─── Listed records ───
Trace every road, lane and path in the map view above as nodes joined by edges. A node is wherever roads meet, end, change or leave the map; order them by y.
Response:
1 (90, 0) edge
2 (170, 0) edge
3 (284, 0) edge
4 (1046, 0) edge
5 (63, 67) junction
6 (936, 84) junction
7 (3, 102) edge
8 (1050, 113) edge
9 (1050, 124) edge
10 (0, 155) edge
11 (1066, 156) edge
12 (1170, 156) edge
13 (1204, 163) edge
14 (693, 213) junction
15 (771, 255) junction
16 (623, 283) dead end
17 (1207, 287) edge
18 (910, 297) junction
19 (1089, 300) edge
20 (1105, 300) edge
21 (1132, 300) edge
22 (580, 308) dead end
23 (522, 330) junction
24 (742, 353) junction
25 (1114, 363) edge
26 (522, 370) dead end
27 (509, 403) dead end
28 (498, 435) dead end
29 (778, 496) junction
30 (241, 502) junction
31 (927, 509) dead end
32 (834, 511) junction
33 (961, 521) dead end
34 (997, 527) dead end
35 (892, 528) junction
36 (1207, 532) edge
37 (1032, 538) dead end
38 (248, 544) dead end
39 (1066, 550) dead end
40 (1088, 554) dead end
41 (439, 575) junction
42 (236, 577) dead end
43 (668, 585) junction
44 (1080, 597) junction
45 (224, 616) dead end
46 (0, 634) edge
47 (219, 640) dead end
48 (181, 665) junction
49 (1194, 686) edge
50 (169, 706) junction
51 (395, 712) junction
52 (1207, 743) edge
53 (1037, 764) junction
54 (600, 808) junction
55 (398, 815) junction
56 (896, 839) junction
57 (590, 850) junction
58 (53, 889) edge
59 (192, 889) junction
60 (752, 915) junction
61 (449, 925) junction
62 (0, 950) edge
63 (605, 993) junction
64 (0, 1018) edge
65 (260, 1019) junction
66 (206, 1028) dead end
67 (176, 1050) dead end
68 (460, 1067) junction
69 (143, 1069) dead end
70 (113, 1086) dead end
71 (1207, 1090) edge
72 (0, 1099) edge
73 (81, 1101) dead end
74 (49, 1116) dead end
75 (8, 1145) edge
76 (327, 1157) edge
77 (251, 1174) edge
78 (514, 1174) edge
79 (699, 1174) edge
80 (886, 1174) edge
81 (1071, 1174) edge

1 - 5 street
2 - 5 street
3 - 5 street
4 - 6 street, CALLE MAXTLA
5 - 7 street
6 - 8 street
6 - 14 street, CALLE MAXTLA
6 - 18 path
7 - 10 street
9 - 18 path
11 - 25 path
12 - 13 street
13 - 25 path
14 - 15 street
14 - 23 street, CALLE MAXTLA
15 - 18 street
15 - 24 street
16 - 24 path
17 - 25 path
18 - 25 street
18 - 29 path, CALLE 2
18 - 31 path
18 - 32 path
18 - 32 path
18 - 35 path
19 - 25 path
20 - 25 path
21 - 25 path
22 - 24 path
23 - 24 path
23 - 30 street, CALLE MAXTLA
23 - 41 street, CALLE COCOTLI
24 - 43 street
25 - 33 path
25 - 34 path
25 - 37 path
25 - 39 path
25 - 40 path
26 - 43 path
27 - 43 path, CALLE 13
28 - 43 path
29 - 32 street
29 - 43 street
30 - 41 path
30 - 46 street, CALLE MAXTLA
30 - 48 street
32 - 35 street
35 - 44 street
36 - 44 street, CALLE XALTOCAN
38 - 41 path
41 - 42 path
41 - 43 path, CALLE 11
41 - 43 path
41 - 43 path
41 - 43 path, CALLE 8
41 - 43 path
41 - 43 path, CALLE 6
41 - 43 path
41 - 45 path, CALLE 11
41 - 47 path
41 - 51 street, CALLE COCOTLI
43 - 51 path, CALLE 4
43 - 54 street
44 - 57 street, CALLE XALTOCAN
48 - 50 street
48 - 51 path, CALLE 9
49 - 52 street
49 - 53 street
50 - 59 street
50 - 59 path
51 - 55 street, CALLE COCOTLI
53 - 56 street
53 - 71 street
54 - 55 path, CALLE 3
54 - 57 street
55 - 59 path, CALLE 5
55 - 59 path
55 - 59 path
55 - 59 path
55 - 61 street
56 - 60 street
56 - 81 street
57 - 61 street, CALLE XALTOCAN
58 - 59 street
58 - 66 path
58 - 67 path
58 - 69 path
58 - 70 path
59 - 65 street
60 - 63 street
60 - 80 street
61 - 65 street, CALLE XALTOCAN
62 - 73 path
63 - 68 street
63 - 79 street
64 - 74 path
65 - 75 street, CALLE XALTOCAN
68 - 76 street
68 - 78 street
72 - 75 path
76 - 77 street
───
Return the entries above word for word.

Trace every road, lane and path in the map view above as nodes joined by edges. A node is wherever roads meet, end, change or leave the map; order them by y.
Response:
1 (90, 0) edge
2 (170, 0) edge
3 (284, 0) edge
4 (1046, 0) edge
5 (63, 67) junction
6 (936, 84) junction
7 (3, 102) edge
8 (1050, 113) edge
9 (1050, 124) edge
10 (0, 155) edge
11 (1066, 156) edge
12 (1170, 156) edge
13 (1204, 163) edge
14 (693, 213) junction
15 (771, 255) junction
16 (623, 283) dead end
17 (1207, 287) edge
18 (910, 297) junction
19 (1089, 300) edge
20 (1105, 300) edge
21 (1132, 300) edge
22 (580, 308) dead end
23 (522, 330) junction
24 (742, 353) junction
25 (1114, 363) edge
26 (522, 370) dead end
27 (509, 403) dead end
28 (498, 435) dead end
29 (778, 496) junction
30 (241, 502) junction
31 (927, 509) dead end
32 (834, 511) junction
33 (961, 521) dead end
34 (997, 527) dead end
35 (892, 528) junction
36 (1207, 532) edge
37 (1032, 538) dead end
38 (248, 544) dead end
39 (1066, 550) dead end
40 (1088, 554) dead end
41 (439, 575) junction
42 (236, 577) dead end
43 (668, 585) junction
44 (1080, 597) junction
45 (224, 616) dead end
46 (0, 634) edge
47 (219, 640) dead end
48 (181, 665) junction
49 (1194, 686) edge
50 (169, 706) junction
51 (395, 712) junction
52 (1207, 743) edge
53 (1037, 764) junction
54 (600, 808) junction
55 (398, 815) junction
56 (896, 839) junction
57 (590, 850) junction
58 (53, 889) edge
59 (192, 889) junction
60 (752, 915) junction
61 (449, 925) junction
62 (0, 950) edge
63 (605, 993) junction
64 (0, 1018) edge
65 (260, 1019) junction
66 (206, 1028) dead end
67 (176, 1050) dead end
68 (460, 1067) junction
69 (143, 1069) dead end
70 (113, 1086) dead end
71 (1207, 1090) edge
72 (0, 1099) edge
73 (81, 1101) dead end
74 (49, 1116) dead end
75 (8, 1145) edge
76 (327, 1157) edge
77 (251, 1174) edge
78 (514, 1174) edge
79 (699, 1174) edge
80 (886, 1174) edge
81 (1071, 1174) edge

1 - 5 street
2 - 5 street
3 - 5 street
4 - 6 street, CALLE MAXTLA
5 - 7 street
6 - 8 street
6 - 14 street, CALLE MAXTLA
6 - 18 path
7 - 10 street
9 - 18 path
11 - 25 path
12 - 13 street
13 - 25 path
14 - 15 street
14 - 23 street, CALLE MAXTLA
15 - 18 street
15 - 24 street
16 - 24 path
17 - 25 path
18 - 25 street
18 - 29 path, CALLE 2
18 - 31 path
18 - 32 path
18 - 32 path
18 - 35 path
19 - 25 path
20 - 25 path
21 - 25 path
22 - 24 path
23 - 24 path
23 - 30 street, CALLE MAXTLA
23 - 41 street, CALLE COCOTLI
24 - 43 street
25 - 33 path
25 - 34 path
25 - 37 path
25 - 39 path
25 - 40 path
26 - 43 path
27 - 43 path, CALLE 13
28 - 43 path
29 - 32 street
29 - 43 street
30 - 41 path
30 - 46 street, CALLE MAXTLA
30 - 48 street
32 - 35 street
35 - 44 street
36 - 44 street, CALLE XALTOCAN
38 - 41 path
41 - 42 path
41 - 43 path, CALLE 11
41 - 43 path
41 - 43 path
41 - 43 path, CALLE 8
41 - 43 path
41 - 43 path, CALLE 6
41 - 43 path
41 - 45 path, CALLE 11
41 - 47 path
41 - 51 street, CALLE COCOTLI
43 - 51 path, CALLE 4
43 - 54 street
44 - 57 street, CALLE XALTOCAN
48 - 50 street
48 - 51 path, CALLE 9
49 - 52 street
49 - 53 street
50 - 59 street
50 - 59 path
51 - 55 street, CALLE COCOTLI
53 - 56 street
53 - 71 street
54 - 55 path, CALLE 3
54 - 57 street
55 - 59 path, CALLE 5
55 - 59 path
55 - 59 path
55 - 59 path
55 - 61 street
56 - 60 street
56 - 81 street
57 - 61 street, CALLE XALTOCAN
58 - 59 street
58 - 66 path
58 - 67 path
58 - 69 path
58 - 70 path
59 - 65 street
60 - 63 street
60 - 80 street
61 - 65 street, CALLE XALTOCAN
62 - 73 path
63 - 68 street
63 - 79 street
64 - 74 path
65 - 75 street, CALLE XALTOCAN
68 - 76 street
68 - 78 street
72 - 75 path
76 - 77 street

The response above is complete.